O IBGE prevê aumento de 3,8% na produção agrícola em 2022

16/03/2017 Crédito: Ed Alves/CB/D.A Press. Brasil. Buritis - MG. Problemas por falta de juiz. Produção agricola da cidade de Buritis, Minas Gerais.

Safra brasileira de cereais, leguminosas e oleaginosas deve alcançar 263 milhões de toneladas em 2022. Paraná, Mato Grosso do Sul e Goiás terão os melhores resultados, segundo o levantamento

A safra brasileira de cereais, leguminosas e oleaginosas deve alcançar 263 milhões de toneladas em 2022, 3,8% maior do que a de 2021, quando foram colhidos 253,2 milhões de toneladas de grãos. A informação é do Levantamento Sistemático da Produção Agrícola (LSPA), divulgado nesta quarta-feira (8/6), pelo Instituto Brasileiro de Geografia e Estatística (IBGE).

Comparada ao previsto no mês anterior, a produção deve crescer 0,6%, o que representa 1,5 milhão de toneladas a mais. De acordo com gerente de agricultura do IBGE, Carlos Alfredo Guedes, o crescimento da estimativa é explicado pelo desempenho de produção do milho, do trigo e da soja.

“A produção do milho deve alcançar novo recorde. A colheita da segunda safra está começando agora e as condições climáticas são boas, especialmente em Mato Grosso e Paraná, que são os principais produtores desse grão”, explica o especialista do IBGE. A segunda safra responde por 77% da produção brasileira desse cereal.

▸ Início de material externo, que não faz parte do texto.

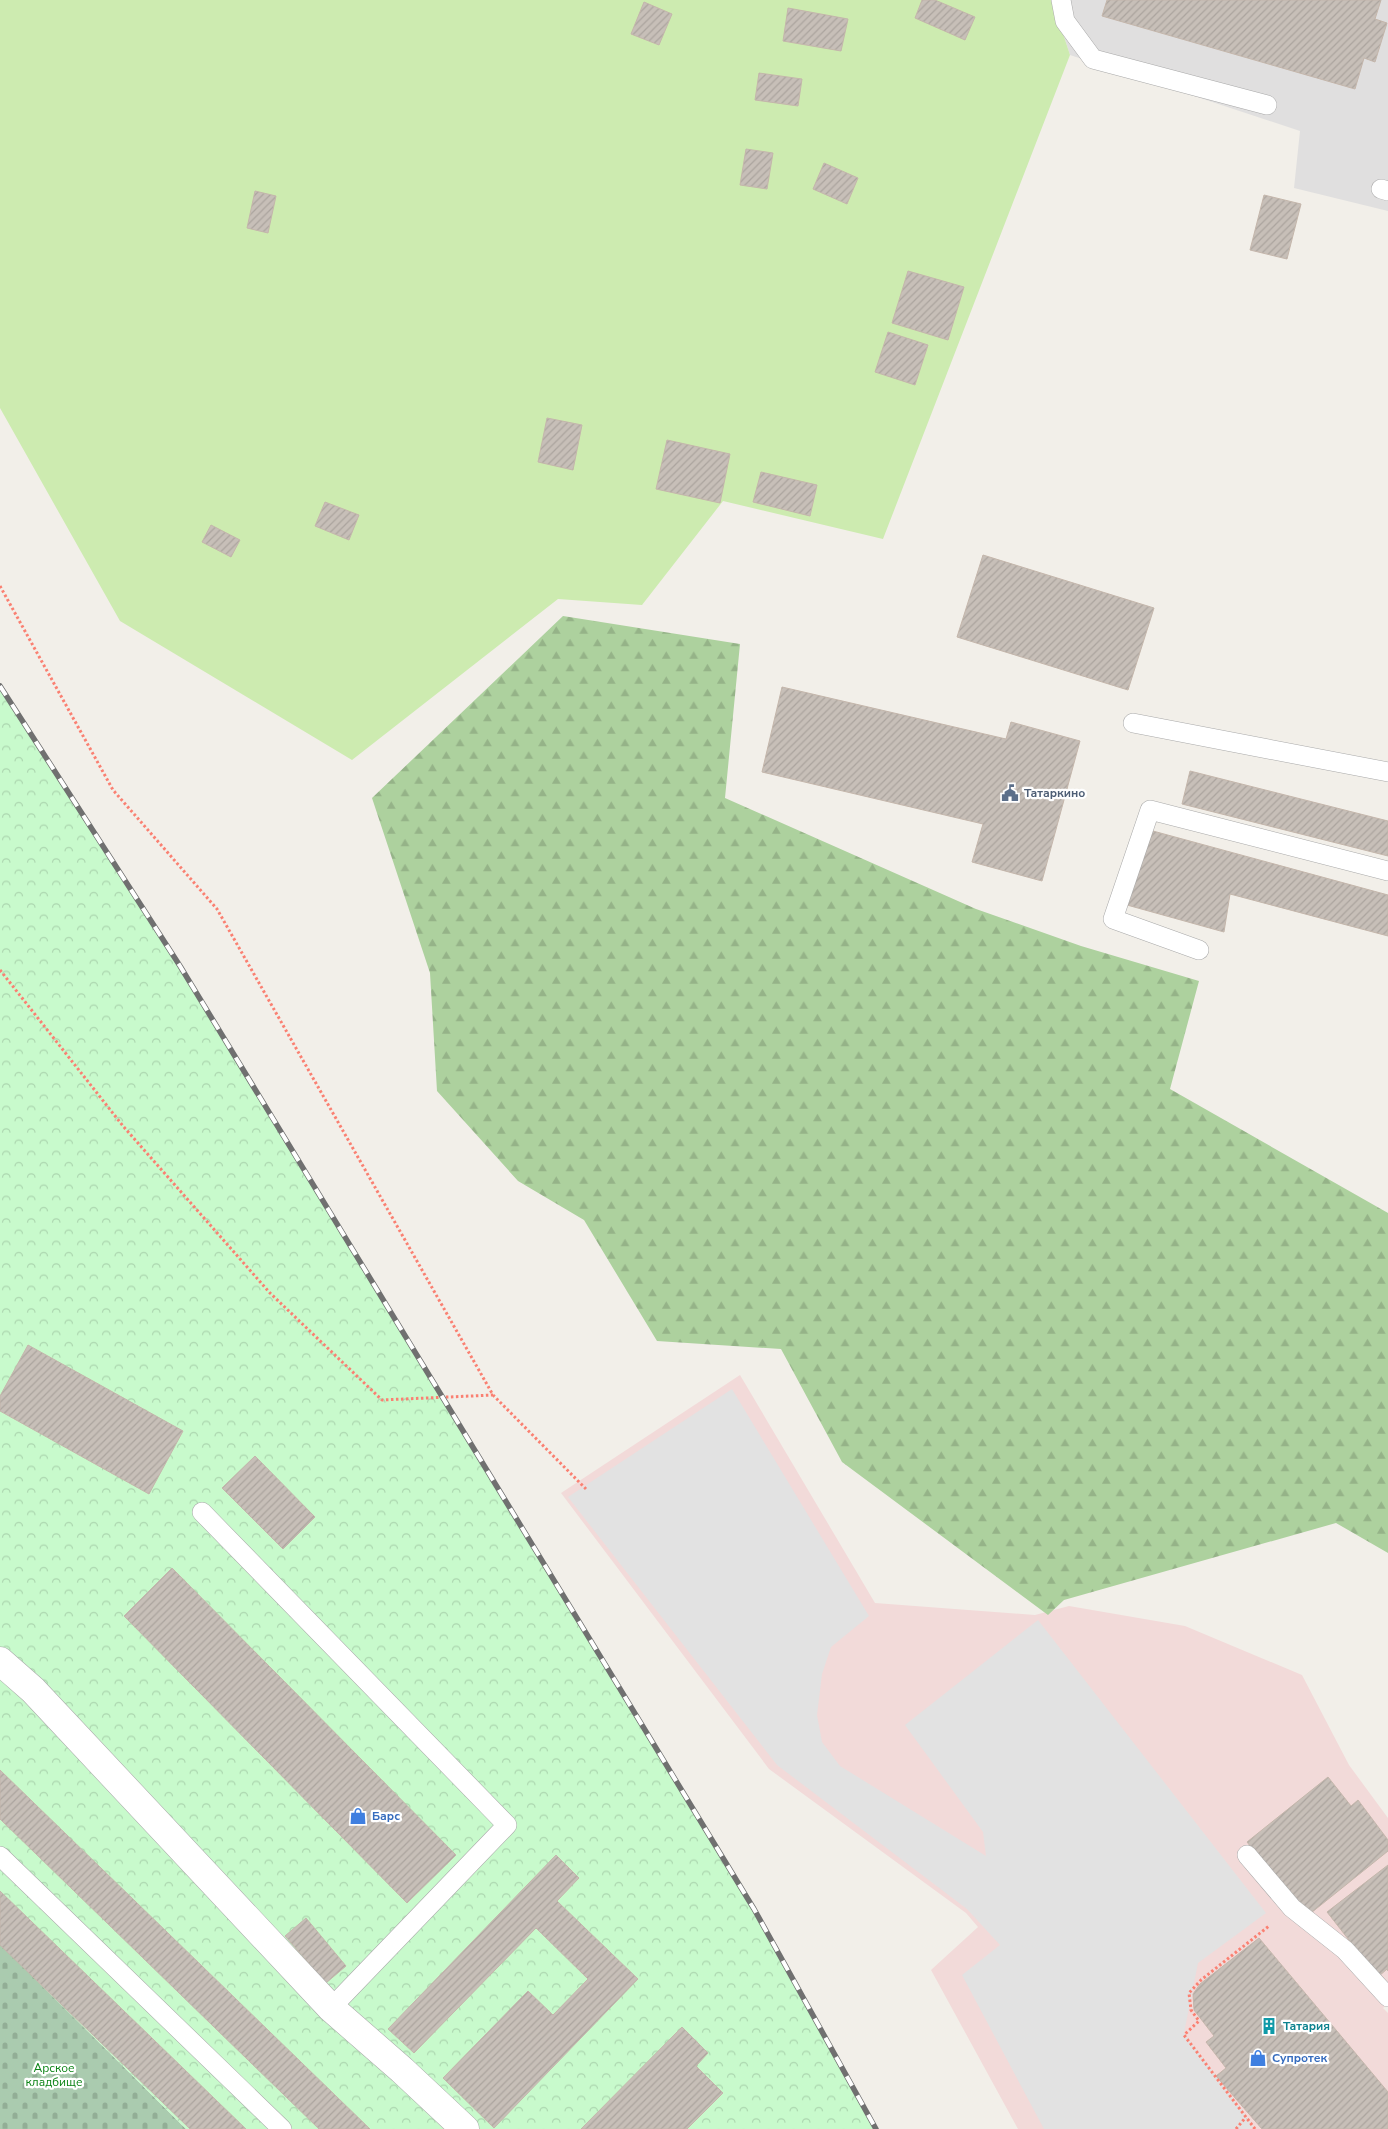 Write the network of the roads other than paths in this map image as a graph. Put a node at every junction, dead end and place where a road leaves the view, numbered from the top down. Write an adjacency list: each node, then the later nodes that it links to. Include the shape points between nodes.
1 (1061, 0): 2 (lane, via 1065,21 1093,59)
2 (1268, 105)
3 (1133, 723): 4 (lane)
4 (1388, 772)
5 (1388, 871): 6 (lane, via 1150,810 1113,919)
6 (1199, 950)
7 (202, 1512): 12 (lane, via 507,1825)
8 (0, 1661): 12 (street, via 32,1690)
9 (1247, 1855): 11 (lane, via 1292,1908 1345,1950)
10 (0, 1856): 13 (lane)
11 (1388, 1997)
12 (331, 2008): 14 (street)
13 (282, 2129)
14 (465, 2129) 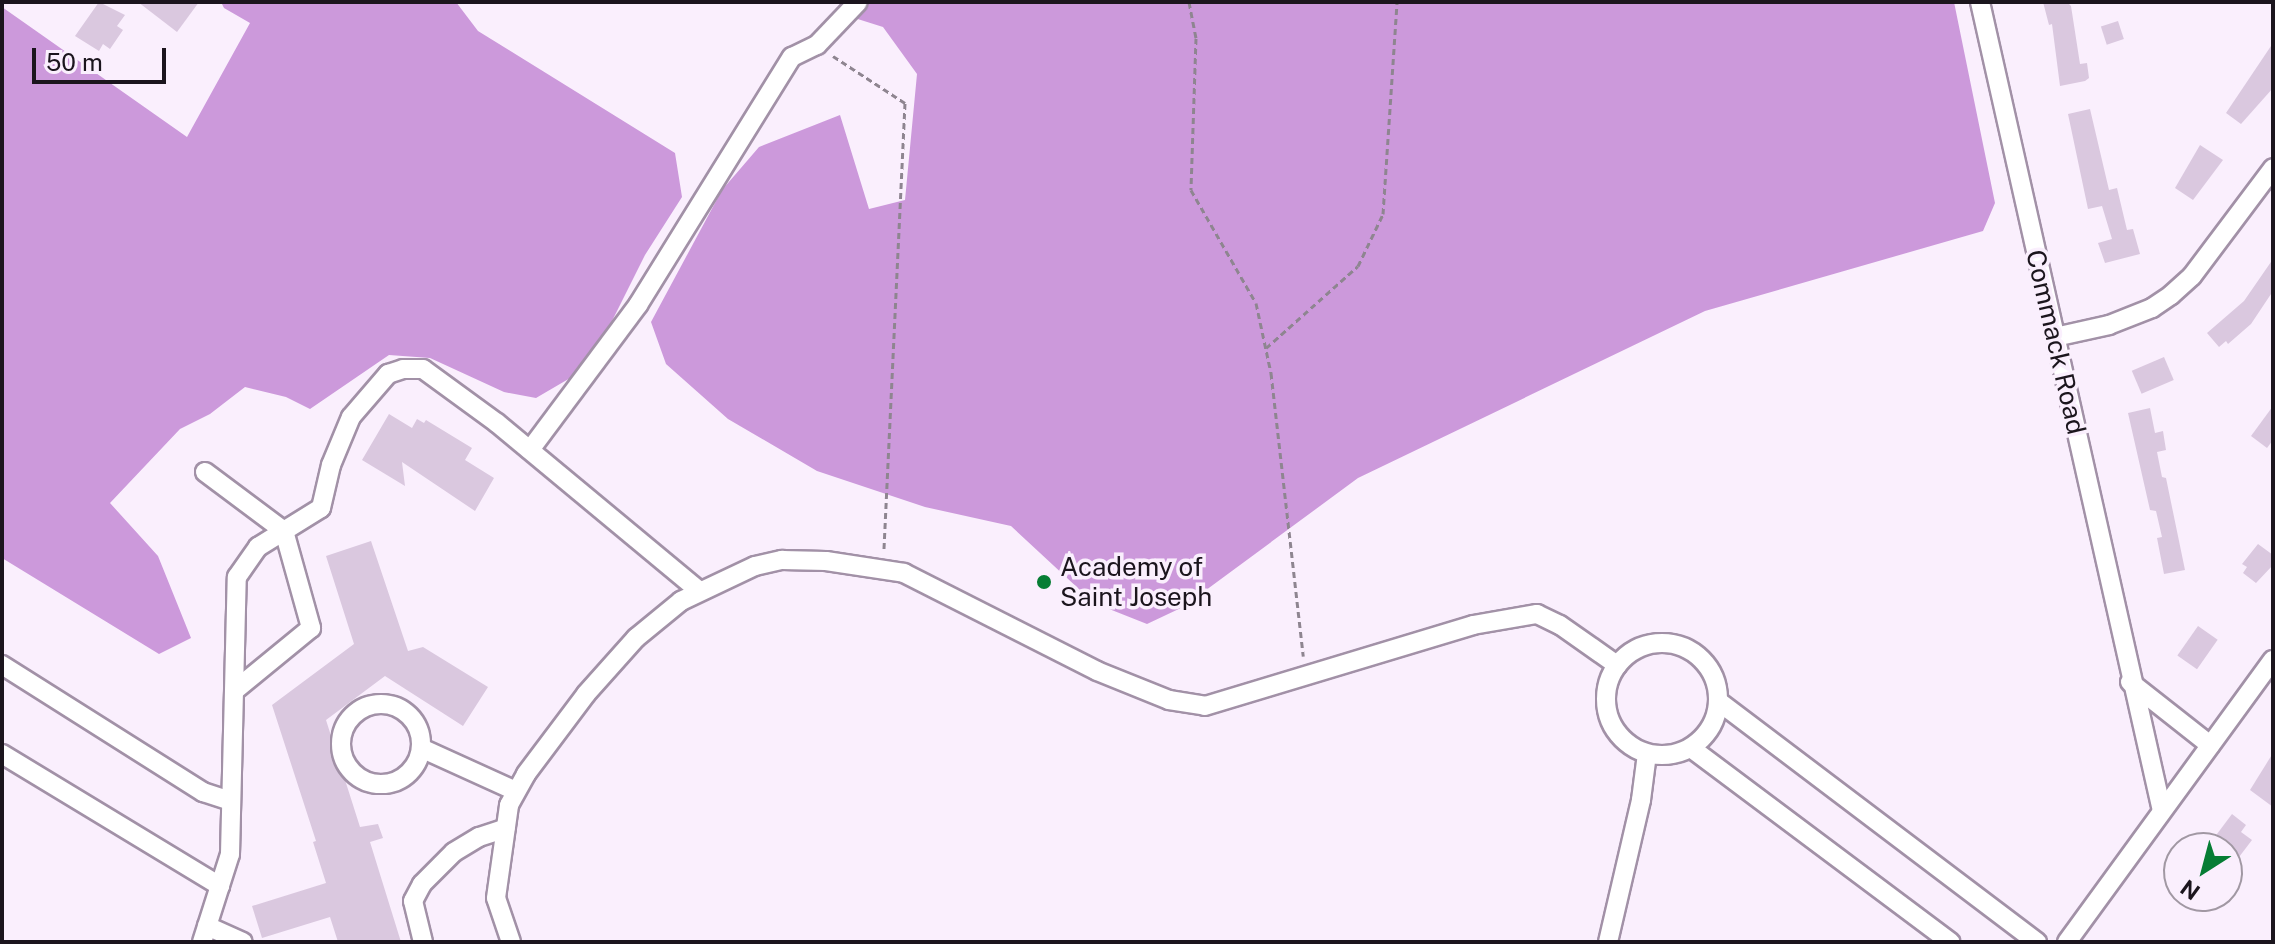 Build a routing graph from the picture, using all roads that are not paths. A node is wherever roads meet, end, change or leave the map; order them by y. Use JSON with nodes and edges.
{"nodes":[{"id":1,"x":858,"y":2,"type":"edge"},
{"id":2,"x":1980,"y":2,"type":"edge"},
{"id":3,"x":2273,"y":168,"type":"edge"},
{"id":4,"x":2055,"y":337,"type":"junction"},
{"id":5,"x":530,"y":450,"type":"junction"},
{"id":6,"x":205,"y":472,"type":"dead end"},
{"id":7,"x":284,"y":531,"type":"junction"},
{"id":8,"x":699,"y":591,"type":"junction"},
{"id":9,"x":2273,"y":660,"type":"edge"},
{"id":10,"x":2,"y":665,"type":"edge"},
{"id":11,"x":1617,"y":665,"type":"junction"},
{"id":12,"x":2130,"y":682,"type":"junction"},
{"id":13,"x":234,"y":691,"type":"junction"},
{"id":14,"x":1718,"y":701,"type":"junction"},
{"id":15,"x":2210,"y":745,"type":"junction"},
{"id":16,"x":421,"y":748,"type":"junction"},
{"id":17,"x":1691,"y":748,"type":"junction"},
{"id":18,"x":2,"y":754,"type":"edge"},
{"id":19,"x":1647,"y":754,"type":"junction"},
{"id":20,"x":516,"y":791,"type":"junction"},
{"id":21,"x":231,"y":801,"type":"junction"},
{"id":22,"x":2162,"y":811,"type":"junction"},
{"id":23,"x":506,"y":828,"type":"junction"},
{"id":24,"x":220,"y":886,"type":"junction"},
{"id":25,"x":204,"y":934,"type":"edge"},
{"id":26,"x":243,"y":942,"type":"edge"},
{"id":27,"x":423,"y":942,"type":"edge"},
{"id":28,"x":511,"y":942,"type":"edge"},
{"id":29,"x":1608,"y":942,"type":"edge"},
{"id":30,"x":1950,"y":942,"type":"edge"},
{"id":31,"x":2037,"y":942,"type":"edge"},
{"id":32,"x":2067,"y":942,"type":"edge"}],
"edges":[{"from":1,"to":5,"type":"street"},
{"from":2,"to":4,"type":"street","name":"Commack Road"},
{"from":3,"to":4,"type":"street"},
{"from":4,"to":12,"type":"street","name":"Commack Road"},
{"from":5,"to":7,"type":"street"},
{"from":5,"to":8,"type":"street"},
{"from":6,"to":7,"type":"street"},
{"from":7,"to":13,"type":"street"},
{"from":7,"to":13,"type":"street"},
{"from":8,"to":11,"type":"street"},
{"from":8,"to":20,"type":"street"},
{"from":9,"to":15,"type":"street"},
{"from":10,"to":21,"type":"street"},
{"from":11,"to":14,"type":"street"},
{"from":11,"to":19,"type":"street"},
{"from":12,"to":15,"type":"street"},
{"from":12,"to":22,"type":"street","name":"Commack Road"},
{"from":13,"to":21,"type":"street"},
{"from":14,"to":17,"type":"street"},
{"from":14,"to":31,"type":"street"},
{"from":15,"to":22,"type":"street"},
{"from":16,"to":16,"type":"street"},
{"from":16,"to":20,"type":"street"},
{"from":17,"to":19,"type":"street"},
{"from":17,"to":30,"type":"street"},
{"from":18,"to":24,"type":"street"},
{"from":19,"to":29,"type":"street"},
{"from":20,"to":23,"type":"street"},
{"from":21,"to":24,"type":"street"},
{"from":22,"to":32,"type":"street"},
{"from":23,"to":27,"type":"street"},
{"from":23,"to":28,"type":"street"},
{"from":24,"to":25,"type":"street"},
{"from":25,"to":26,"type":"street"}]}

O milho, com a soma de suas duas safras, deve totalizar 112 milhões de toneladas. É um crescimento de 0,1% frente ao mês anterior e de 27,6% na comparação com o que foi produzido no ano passado. O atraso no plantio e a falta de chuvas causaram uma forte queda na produção do grão em 2021, o que não deve acontecer neste ano.

Entre os estados com maior crescimento na segunda safra do milho frente à produção de 2021 estão Paraná (178,3%), Mato Grosso do Sul (80,9%), Mato Grosso (17,1%) e Goiás (9,9%).

Grãos

Já a soja, que está com a colheita praticamente finalizada nos principais estados produtores, deve somar 118,6 milhões de toneladas. Principal produto de exportação do país, essa cultura teve a safra atingida pelos efeitos da estiagem nos estados do Sul, em parte de Mato Grosso do Sul e em São Paulo. Os problemas climáticos fizeram a produção da soja cair 12,1% na comparação com 2021.

O arroz é outra cultura com queda na produção na comparação com o ano passado. A produção do cereal deve chegar a 10,6 milhões de toneladas neste ano, uma queda de 8,4% na comparação com o colhido em 2021.

“A queda é relacionada à falta de chuvas no Rio Grande do Sul, que responde por cerca de 70% da produção do arroz no país. Embora seja uma cultura irrigável, os produtores tiveram que racionar a água da irrigação. Essa falta de água fez a produção cair 10,4% na comparação com 2021”, explica Guedes, que acrescenta que a quantidade produzida de arroz deve ser suficiente para atender a demanda interna do país. Juntos, o arroz, a soja e o milho respondem por 91,7% da produção nacional de grãos.

Outro produto importante na mesa do brasileiro é o feijão, cuja produção deve chegar a 3,2 milhões de toneladas neste ano. O aumento frente ao produzido em 2021 é de 2,0%. Já a produção de milho foi estimada em 8,9 milhões de toneladas, um crescimento de 12,1% em relação à previsão anterior e de 13,6% na comparação com o ano passado.

“Com a guerra entre Ucrânia e Rússia, que são dois grandes produtores e exportadores de trigo, os preços desse produto cresceram. Isso fez os produtores brasileiros expandirem as áreas de plantio. Se tiver uma boa condição climática, a produção deve ser recorde em 2022”, diz Guedes, ressaltando que, apesar disso, o Brasil ainda precisará importar o produto, uma vez que o consumo interno é de cerca de 12 milhões de toneladas.

Já para o café, a estimativa é de 3,2 milhões de toneladas, um declínio de 3,7% em relação ao mês anterior e aumento de 7,8% frente ao ano passado. Há dois tipos de café: o canephora, cuja produção deve ser de 1,1 milhão de toneladas, e o arábica, que deve chegar a 2,1 milhões de toneladas.